_What to do_:
Extract the records in full, leaving every picture out.
START Source data
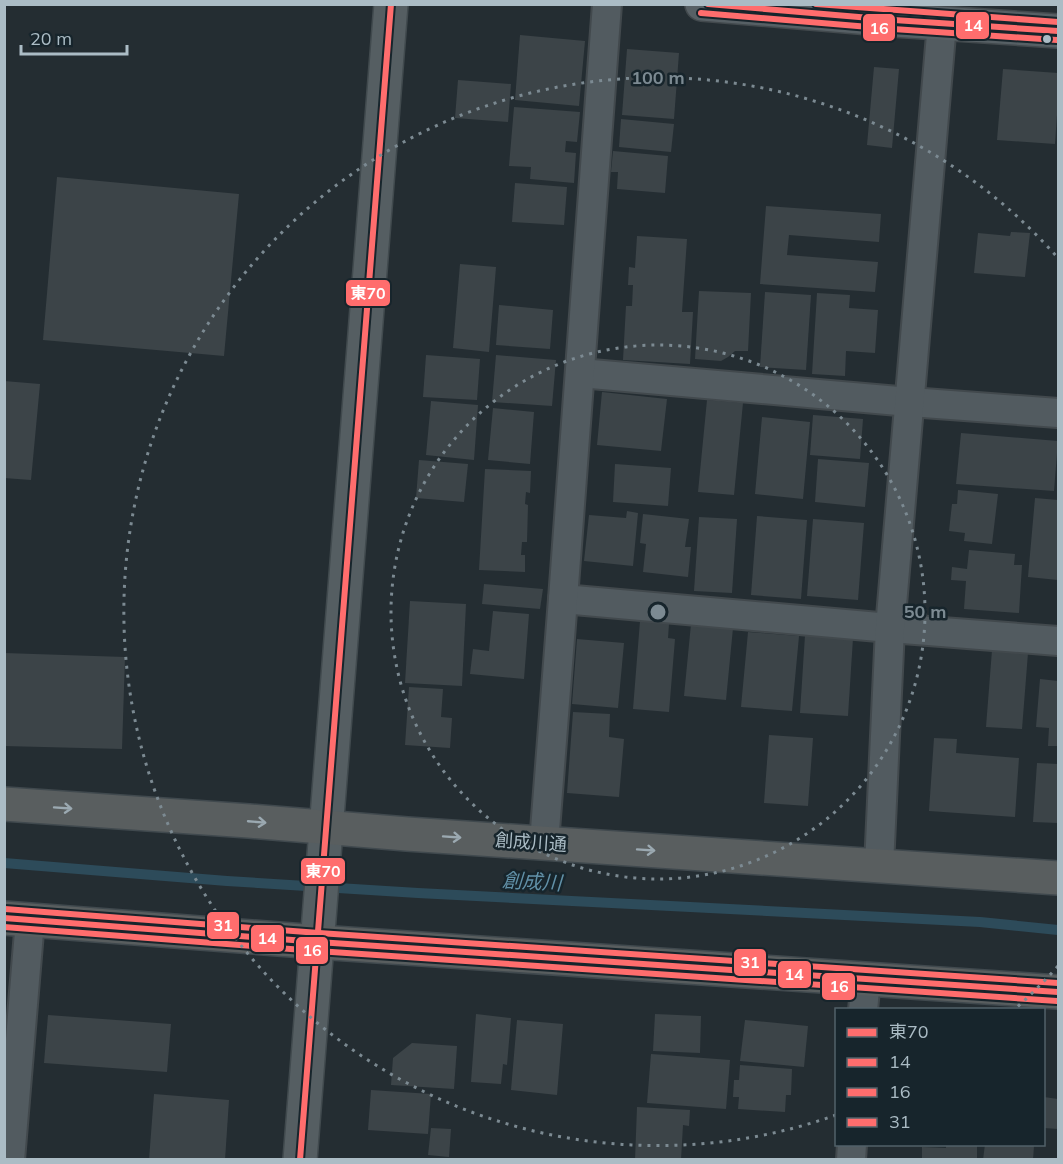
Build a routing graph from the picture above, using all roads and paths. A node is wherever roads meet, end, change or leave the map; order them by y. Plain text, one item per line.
1 (392, 4) edge
2 (607, 4) edge
3 (702, 4) edge
4 (895, 12) edge
5 (942, 23) junction
6 (1059, 31) edge
7 (580, 373) junction
8 (910, 402) junction
9 (1059, 413) edge
10 (563, 599) junction
11 (890, 628) junction
12 (1059, 641) edge
13 (4, 804) edge
14 (326, 842) junction
15 (543, 843) junction
16 (879, 866) junction
17 (1059, 878) edge
18 (17, 919) edge
19 (319, 930) junction
20 (1059, 992) edge
21 (865, 994) edge
22 (10, 1160) edge
23 (300, 1160) edge

1 - 14 main road
2 - 7 street
3 - 4 street
4 - 5 street
5 - 6 street
5 - 8 street
7 - 8 street
7 - 10 street
8 - 9 street
8 - 11 street
10 - 11 street
10 - 15 street
11 - 12 street
11 - 16 street
13 -> 14 highway, 創成川通
14 -> 15 highway, 創成川通
14 - 19 main road
15 -> 16 highway, 創成川通
16 - 17 highway, 創成川通
18 - 19 highway
18 - 22 street
19 - 21 highway
19 - 23 main road
20 - 21 highway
END Source data
_Output_:
Build a routing graph from the picture above, using all roads and paths. A node is wherever roads meet, end, change or leave the map; order them by y. Plain text, one item per line.
1 (392, 4) edge
2 (607, 4) edge
3 (702, 4) edge
4 (895, 12) edge
5 (942, 23) junction
6 (1059, 31) edge
7 (580, 373) junction
8 (910, 402) junction
9 (1059, 413) edge
10 (563, 599) junction
11 (890, 628) junction
12 (1059, 641) edge
13 (4, 804) edge
14 (326, 842) junction
15 (543, 843) junction
16 (879, 866) junction
17 (1059, 878) edge
18 (17, 919) edge
19 (319, 930) junction
20 (1059, 992) edge
21 (865, 994) edge
22 (10, 1160) edge
23 (300, 1160) edge

1 - 14 main road
2 - 7 street
3 - 4 street
4 - 5 street
5 - 6 street
5 - 8 street
7 - 8 street
7 - 10 street
8 - 9 street
8 - 11 street
10 - 11 street
10 - 15 street
11 - 12 street
11 - 16 street
13 -> 14 highway, 創成川通
14 -> 15 highway, 創成川通
14 - 19 main road
15 -> 16 highway, 創成川通
16 - 17 highway, 創成川通
18 - 19 highway
18 - 22 street
19 - 21 highway
19 - 23 main road
20 - 21 highway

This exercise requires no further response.